Iatetotheparty · 23/12/2019 22:32

He went to lunch and afternoon drinks Grin.... you clearly don’t know my DH. He went boozing on an empty stomach with his mates and got a Kebab on the walk home . Very different things .

OP posts:
SomeHalfHumanCreatureThing · 23/12/2019 22:33

How many times has he done this sort of thing before?

From the way you've reacted, I'm guessing it's quite a few times. You sound really fed up.

As a one off, of course this would be an overreaction. But this isn't anywhere close to a one off, is it?

SunshineCake · 23/12/2019 22:33

Missing point there Plan.

RLOU30 · 23/12/2019 22:34

He texted her before going out to lunch. That was her chance to tell him no. She chose not to respond.

So you agree- he didn’t ask her permission?

PlanDeRaccordement · 23/12/2019 22:36

He came home after 9pm . Given I was at work until 7pm that still feels pretty hurtful.

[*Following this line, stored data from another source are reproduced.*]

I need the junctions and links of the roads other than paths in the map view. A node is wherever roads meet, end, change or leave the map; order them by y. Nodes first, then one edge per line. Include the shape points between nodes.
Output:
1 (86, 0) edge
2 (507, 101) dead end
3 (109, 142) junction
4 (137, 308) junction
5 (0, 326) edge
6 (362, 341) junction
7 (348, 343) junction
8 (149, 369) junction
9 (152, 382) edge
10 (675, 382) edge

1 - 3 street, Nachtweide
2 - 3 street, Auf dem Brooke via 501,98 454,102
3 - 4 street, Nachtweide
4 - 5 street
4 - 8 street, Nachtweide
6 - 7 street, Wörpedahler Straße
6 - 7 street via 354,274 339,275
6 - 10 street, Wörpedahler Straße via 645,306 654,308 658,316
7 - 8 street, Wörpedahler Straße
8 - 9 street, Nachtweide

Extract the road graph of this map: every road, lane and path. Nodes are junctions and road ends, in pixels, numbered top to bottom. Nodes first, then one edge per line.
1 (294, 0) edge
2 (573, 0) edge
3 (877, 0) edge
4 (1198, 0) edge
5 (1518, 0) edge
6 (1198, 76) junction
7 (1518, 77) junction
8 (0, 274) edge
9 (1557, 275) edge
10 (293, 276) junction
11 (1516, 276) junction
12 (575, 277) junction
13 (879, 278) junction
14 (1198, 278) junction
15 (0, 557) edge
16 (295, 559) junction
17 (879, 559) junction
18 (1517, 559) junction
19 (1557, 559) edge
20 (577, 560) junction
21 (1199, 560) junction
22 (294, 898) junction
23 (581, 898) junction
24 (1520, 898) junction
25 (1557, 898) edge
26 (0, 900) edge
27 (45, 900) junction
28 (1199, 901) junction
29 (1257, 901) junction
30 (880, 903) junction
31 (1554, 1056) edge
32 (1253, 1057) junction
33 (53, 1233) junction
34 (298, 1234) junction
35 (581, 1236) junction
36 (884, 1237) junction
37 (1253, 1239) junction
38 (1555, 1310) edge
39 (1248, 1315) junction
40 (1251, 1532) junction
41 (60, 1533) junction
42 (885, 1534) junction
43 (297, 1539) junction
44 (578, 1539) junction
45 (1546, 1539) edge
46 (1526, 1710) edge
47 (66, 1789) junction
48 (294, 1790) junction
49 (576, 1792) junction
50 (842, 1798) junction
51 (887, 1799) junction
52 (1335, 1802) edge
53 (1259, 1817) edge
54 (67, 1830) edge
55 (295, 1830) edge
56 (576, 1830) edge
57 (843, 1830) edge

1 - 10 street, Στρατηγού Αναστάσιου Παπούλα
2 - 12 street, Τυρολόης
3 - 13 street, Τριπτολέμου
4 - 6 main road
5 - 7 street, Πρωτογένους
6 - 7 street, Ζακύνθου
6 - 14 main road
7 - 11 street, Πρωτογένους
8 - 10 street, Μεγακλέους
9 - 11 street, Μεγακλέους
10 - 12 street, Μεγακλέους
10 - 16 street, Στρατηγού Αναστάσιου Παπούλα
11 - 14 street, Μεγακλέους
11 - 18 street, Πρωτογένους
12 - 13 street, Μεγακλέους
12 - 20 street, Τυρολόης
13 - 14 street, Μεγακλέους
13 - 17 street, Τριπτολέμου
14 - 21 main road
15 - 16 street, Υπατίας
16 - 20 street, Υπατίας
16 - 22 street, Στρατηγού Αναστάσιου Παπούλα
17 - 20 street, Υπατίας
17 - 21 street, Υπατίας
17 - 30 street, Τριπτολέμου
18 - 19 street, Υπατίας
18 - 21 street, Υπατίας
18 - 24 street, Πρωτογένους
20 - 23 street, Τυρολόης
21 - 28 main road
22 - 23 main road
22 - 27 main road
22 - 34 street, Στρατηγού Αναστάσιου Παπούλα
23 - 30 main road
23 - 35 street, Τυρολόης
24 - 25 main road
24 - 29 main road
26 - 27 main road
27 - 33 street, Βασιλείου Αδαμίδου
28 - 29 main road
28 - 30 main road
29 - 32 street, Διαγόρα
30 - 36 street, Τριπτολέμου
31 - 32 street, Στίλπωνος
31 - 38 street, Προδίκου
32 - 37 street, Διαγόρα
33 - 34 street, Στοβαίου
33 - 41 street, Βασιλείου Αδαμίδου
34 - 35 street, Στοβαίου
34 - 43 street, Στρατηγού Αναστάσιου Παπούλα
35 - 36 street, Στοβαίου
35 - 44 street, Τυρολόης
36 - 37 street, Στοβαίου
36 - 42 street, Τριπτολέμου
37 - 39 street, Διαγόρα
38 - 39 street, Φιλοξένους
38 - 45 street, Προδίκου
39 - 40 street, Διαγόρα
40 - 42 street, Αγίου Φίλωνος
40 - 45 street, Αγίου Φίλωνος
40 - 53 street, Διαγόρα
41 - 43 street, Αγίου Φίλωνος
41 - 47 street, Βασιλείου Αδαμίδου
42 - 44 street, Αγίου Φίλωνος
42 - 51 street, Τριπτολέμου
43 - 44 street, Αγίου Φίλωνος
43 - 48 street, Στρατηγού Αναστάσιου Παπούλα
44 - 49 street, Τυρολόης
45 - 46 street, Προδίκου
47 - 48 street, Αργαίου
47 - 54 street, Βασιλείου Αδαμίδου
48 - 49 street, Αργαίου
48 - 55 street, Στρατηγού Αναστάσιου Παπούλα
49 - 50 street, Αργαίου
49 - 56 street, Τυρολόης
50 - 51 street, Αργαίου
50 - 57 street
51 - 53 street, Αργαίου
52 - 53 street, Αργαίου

Yes, that would be hurtful except you had shouted at him and told him not to bother coming home. Did that affect when he finally got home? As in did he decide to wait an hour for you to calm down/get less angry? When would he have been home if the on my way phone call had gone better (if any difference)? And was he drunk? I agree rolling home drunk would be hurtful too. A bit sauced ok, but blind drunk not ok.

PlanDeRaccordement · 23/12/2019 22:39

I think the bone of contention is not that he’s gone out but that he gets drunk and that makes him bad company for when he is with you later on.

LadyAllegraImelda · 23/12/2019 22:39

Definitely go to your aunt's, I had an ex who would deliberately do this sort of thing so he had an excuse to stay out, best thing I ever did was get rid.

PlanDeRaccordement · 23/12/2019 22:43

he didn’t ask her permission?

To me, checking a DP has no objection before doing something is a form of asking permission. The “if it’s ok with you” bit is just dropped off texts because it is implied. That’s how I see it, youre free to have a different opinion though.

mediumbrownmug · 23/12/2019 22:45

As your entire Christmas plan consisted of cooking and eating together when you got off work, I’d say getting drunk, eating dinner, and coming home hours late means he chucked it all out the window when something better came along. To all those saying the lunchtime text was her chance to say no, her DH is an adult that was not only aware of their dinner plans already, but had actively and equally participated in making those plans. The text wasn’t “her chance to say no” to HIS plan, it was her DH actively breaking THEIR plan.